In deze zaak hebben de passagiers een verzoek ingediend tot compensatie van de vervoerder, Société Air France S.A., vanwege een gemiste aansluitende vlucht van Parijs naar Casablanca op 23 april 2019. De passagiers hadden een vervoersovereenkomst gesloten en arriveerden met een vertraging van 18 uur en 19 minuten op hun eindbestemming. De vervoerder betwistte de verschuldigdheid van de compensatie en voerde aan dat de passagiers hun vorderingsrecht hadden gecedeerd aan Stichting Achmea Rechtsbijstand. De kantonrechter heeft vastgesteld dat de Nederlandse rechter bevoegd is en dat er geen rechtsgeldige cessie heeft plaatsgevonden, aangezien er geen akte van cessie is overgelegd.

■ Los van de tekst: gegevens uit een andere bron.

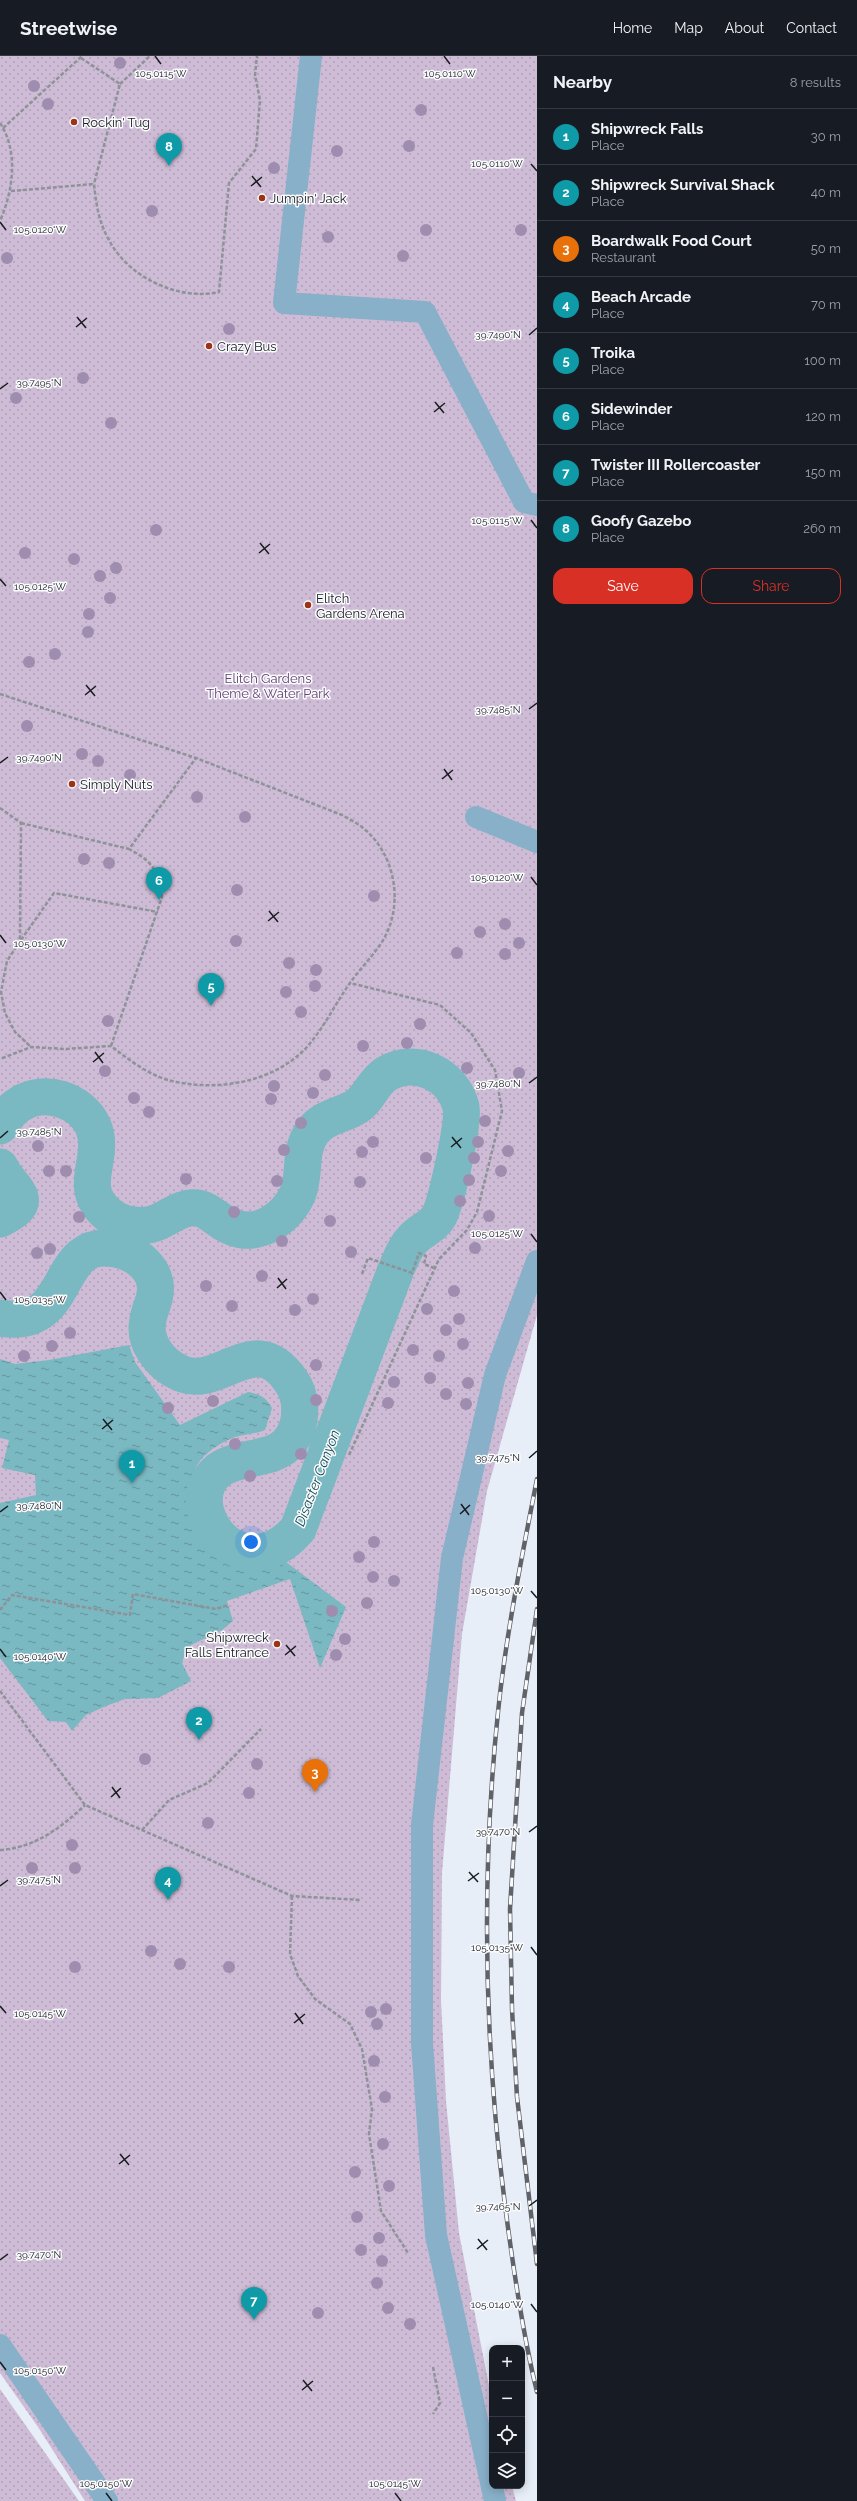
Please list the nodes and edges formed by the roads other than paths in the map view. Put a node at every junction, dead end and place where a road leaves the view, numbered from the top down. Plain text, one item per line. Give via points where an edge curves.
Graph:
1 (311, 56) edge
2 (537, 505) edge
3 (476, 817) dead end
4 (537, 842) edge
5 (537, 1261) edge
6 (0, 2345) edge
7 (107, 2501) edge
8 (495, 2501) edge

1 - 2 lane via 284,303 425,312 524,502
3 - 4 lane
5 - 8 lane via 495,1375 452,1558 422,1825 422,2043 436,2235
6 - 7 lane

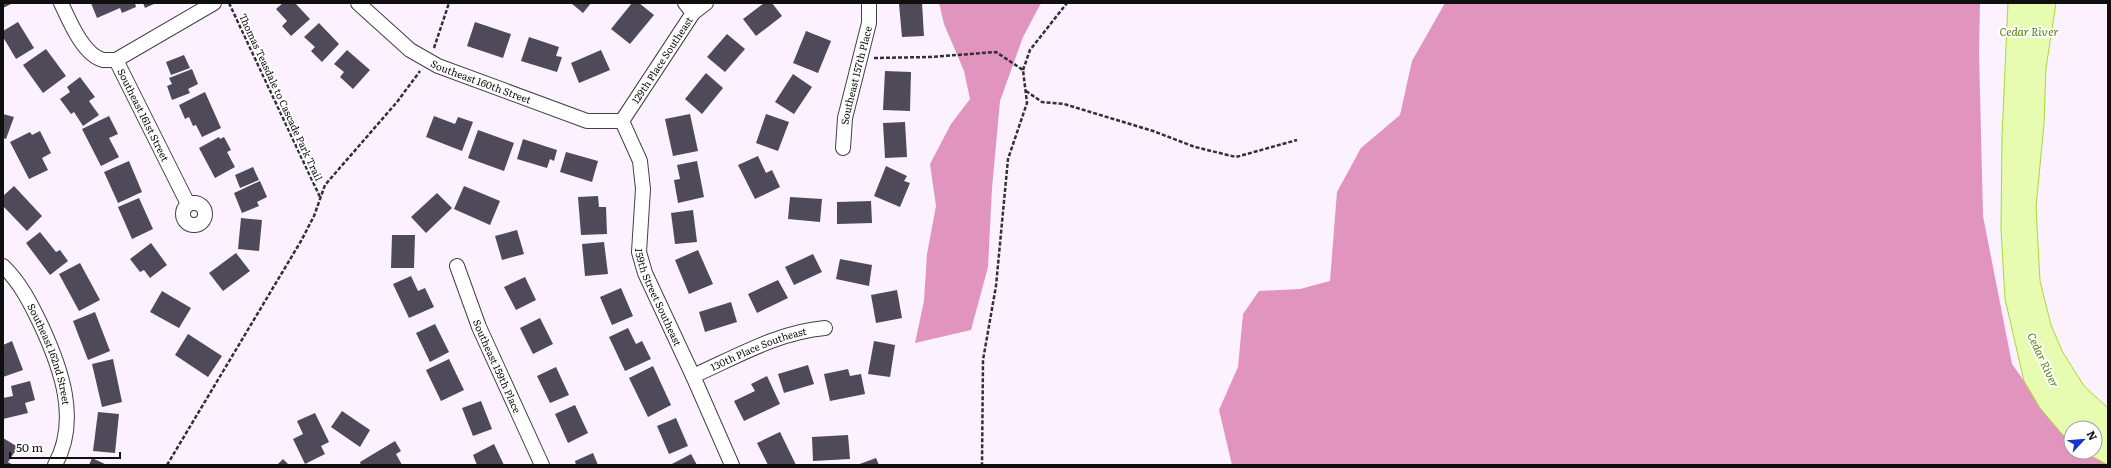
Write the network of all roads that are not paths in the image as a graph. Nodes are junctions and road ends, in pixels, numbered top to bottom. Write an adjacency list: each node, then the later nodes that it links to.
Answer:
1 (61, 3): 7 (street, Southeast 161st Street)
2 (214, 3): 7 (street)
3 (358, 3): 8 (street, Southeast 160th Street)
4 (706, 3): 6 (street, 129th Place Southeast)
5 (869, 3): 9 (street, Southeast 157th Place)
6 (689, 8): 8 (street, 129th Place Southeast)
7 (116, 60): 10 (street, Southeast 161st Street)
8 (622, 120): 14 (street, 159th Street Southeast)
9 (843, 148)
10 (188, 204)
11 (3, 266): 15 (street, Southeast 162nd Street)
12 (457, 266): 16 (street, Southeast 159th Place)
13 (825, 328): 14 (street, 130th Place Southeast)
14 (694, 376): 17 (street, 159th Street Southeast)
15 (55, 465)
16 (542, 465)
17 (732, 465)

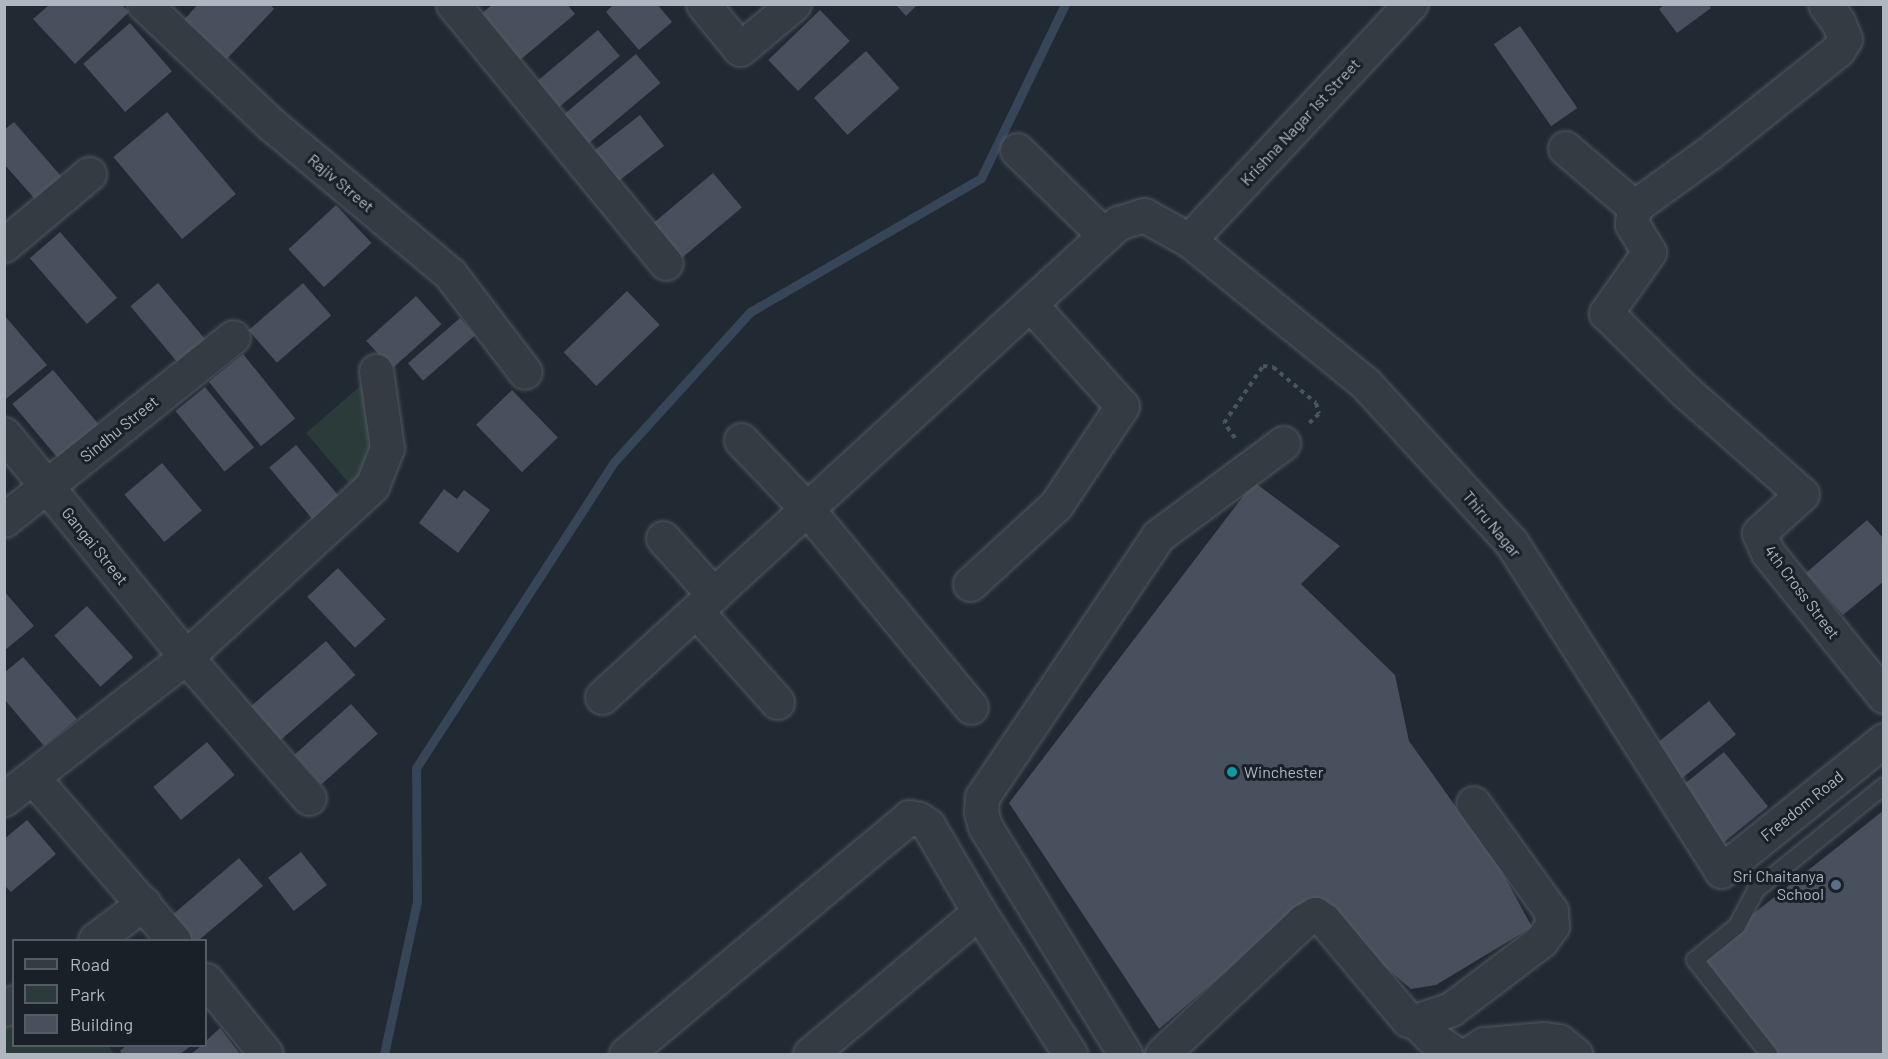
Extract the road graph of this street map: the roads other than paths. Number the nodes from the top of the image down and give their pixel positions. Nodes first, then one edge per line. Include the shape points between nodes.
1 (144, 4) edge
2 (453, 4) edge
3 (703, 4) edge
4 (794, 4) edge
5 (1411, 4) edge
6 (1826, 4) edge
7 (1565, 148) dead end
8 (1017, 150) dead end
9 (89, 174) dead end
10 (1634, 207) junction
11 (1104, 235) junction
12 (1190, 240) junction
13 (4, 245) edge
14 (666, 263) dead end
15 (1030, 304) junction
16 (233, 337) dead end
17 (376, 371) dead end
18 (525, 372) dead end
19 (4, 434) edge
20 (741, 440) dead end
21 (1283, 443) road end
22 (47, 487) junction
23 (807, 509) junction
24 (4, 520) edge
25 (663, 538) dead end
26 (970, 584) dead end
27 (705, 603) junction
28 (186, 657) junction
29 (1884, 696) edge
30 (603, 698) dead end
31 (777, 702) dead end
32 (971, 707) dead end
33 (1884, 740) edge
34 (33, 778) junction
35 (1884, 786) edge
36 (309, 798) dead end
37 (4, 799) edge
38 (1473, 803) dead end
39 (1721, 871) joint
40 (144, 903) junction
41 (979, 912) junction
42 (96, 939) edge
43 (173, 939) edge
44 (207, 981) edge
45 (1415, 1021) junction
46 (823, 1050) edge
47 (266, 1054) edge
48 (626, 1054) edge
49 (1071, 1054) edge
50 (1125, 1054) edge
51 (1162, 1054) edge
52 (1456, 1054) edge
53 (1468, 1054) edge
54 (1575, 1054) edge
55 (1768, 1054) edge

1 - 18 street, Rajiv Street via 272,125 450,274
2 - 14 street
3 - 4 street via 740,49
5 - 12 street, Krishna Nagar 1st Street
6 - 10 street via 1845,39 1838,50 1710,153
7 - 10 street
8 - 11 street
9 - 13 street
10 - 29 street, 4th Cross Street via 1632,224 1649,252 1606,313 1684,390 1802,494 1759,533 1768,553
11 - 12 street, Thiru Nagar via 1118,223 1144,215
11 - 15 street
12 - 39 street, Thiru Nagar via 1366,384 1511,542
15 - 23 street
15 - 26 street via 1122,406 1056,505
16 - 22 street, Sindhu Street
17 - 28 street via 387,448 372,486
19 - 22 street, Gangai Street
20 - 23 street
21 - 50 street via 1158,536 982,797 985,826
22 - 24 street, Sindhu Street
22 - 28 street, Gangai Street
23 - 27 street
23 - 32 street
25 - 27 street
27 - 30 street
27 - 31 street
28 - 34 street
28 - 36 street, Gangai Street
33 - 39 street, Freedom Road
34 - 37 street
34 - 40 street
35 - 55 lane via 1756,890 1737,926 1695,960
38 - 45 street via 1551,911 1552,926 1541,941 1451,1009
40 - 42 street
40 - 43 street
41 - 46 street
41 - 48 street via 928,825 909,817
41 - 49 street
44 - 47 street
45 - 51 street via 1408,1020 1315,914
45 - 52 street
53 - 54 street via 1484,1044 1544,1039 1559,1041

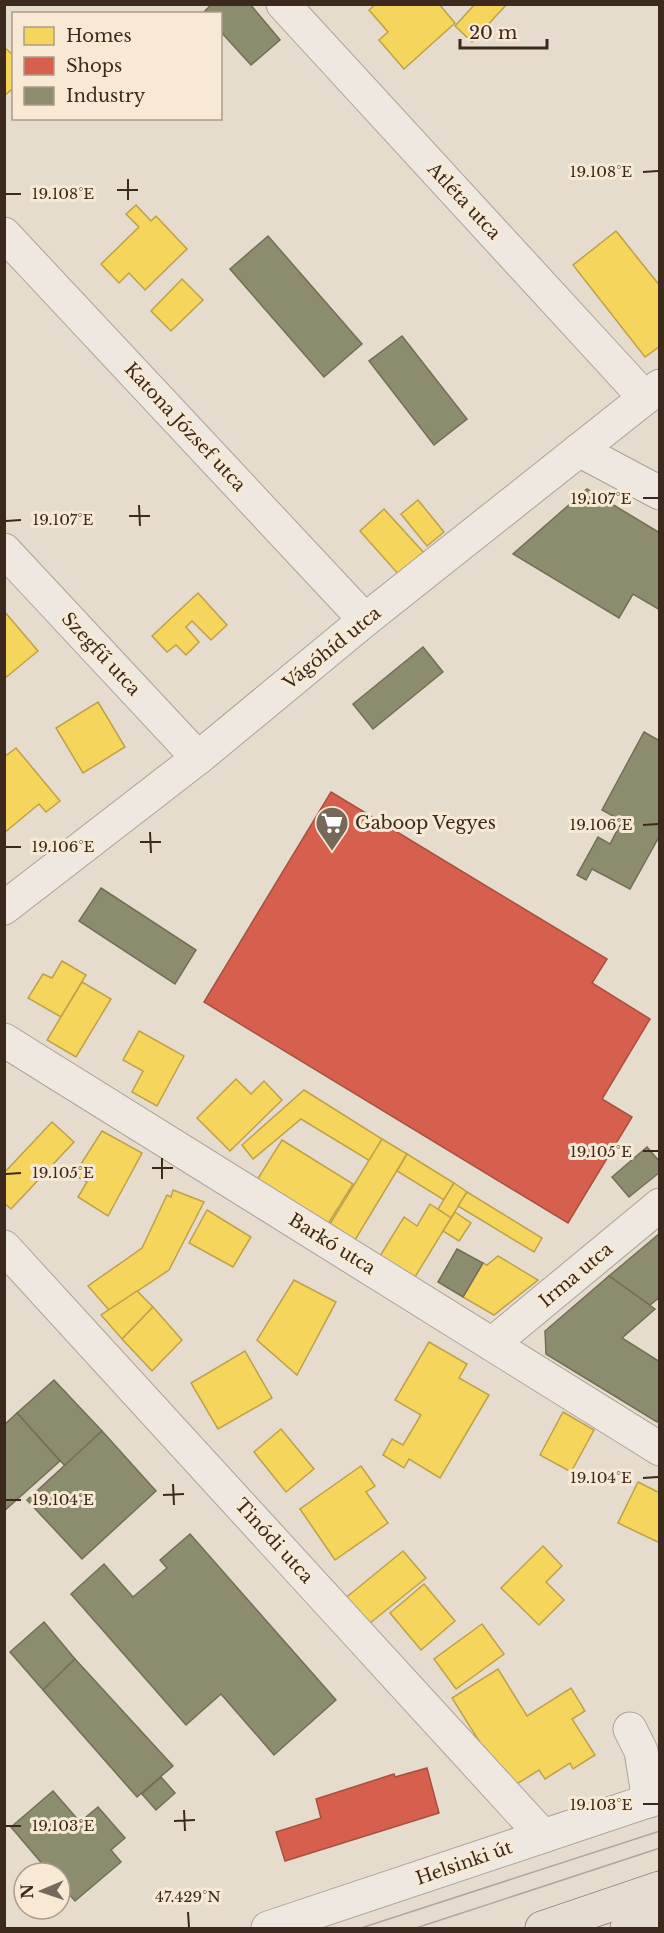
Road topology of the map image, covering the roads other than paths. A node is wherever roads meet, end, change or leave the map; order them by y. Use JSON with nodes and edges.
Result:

De vervoerder stelde dat de passagiers voldoende overstaptijd hadden, maar de passagiers betwistten dit en stelden dat de minimale overstaptijd 90 minuten was. De kantonrechter oordeelde dat de vervoerder aannemelijk had gemaakt dat de minimale overstaptijd van 45 minuten in acht was genomen en dat de passagiers zonder vertraging op de luchthaven van Parijs waren aangekomen. Hierdoor was niet gebleken dat de vertraging op de eindbestemming het gevolg was van het niet aanhouden van voldoende overstaptijd door de vervoerder.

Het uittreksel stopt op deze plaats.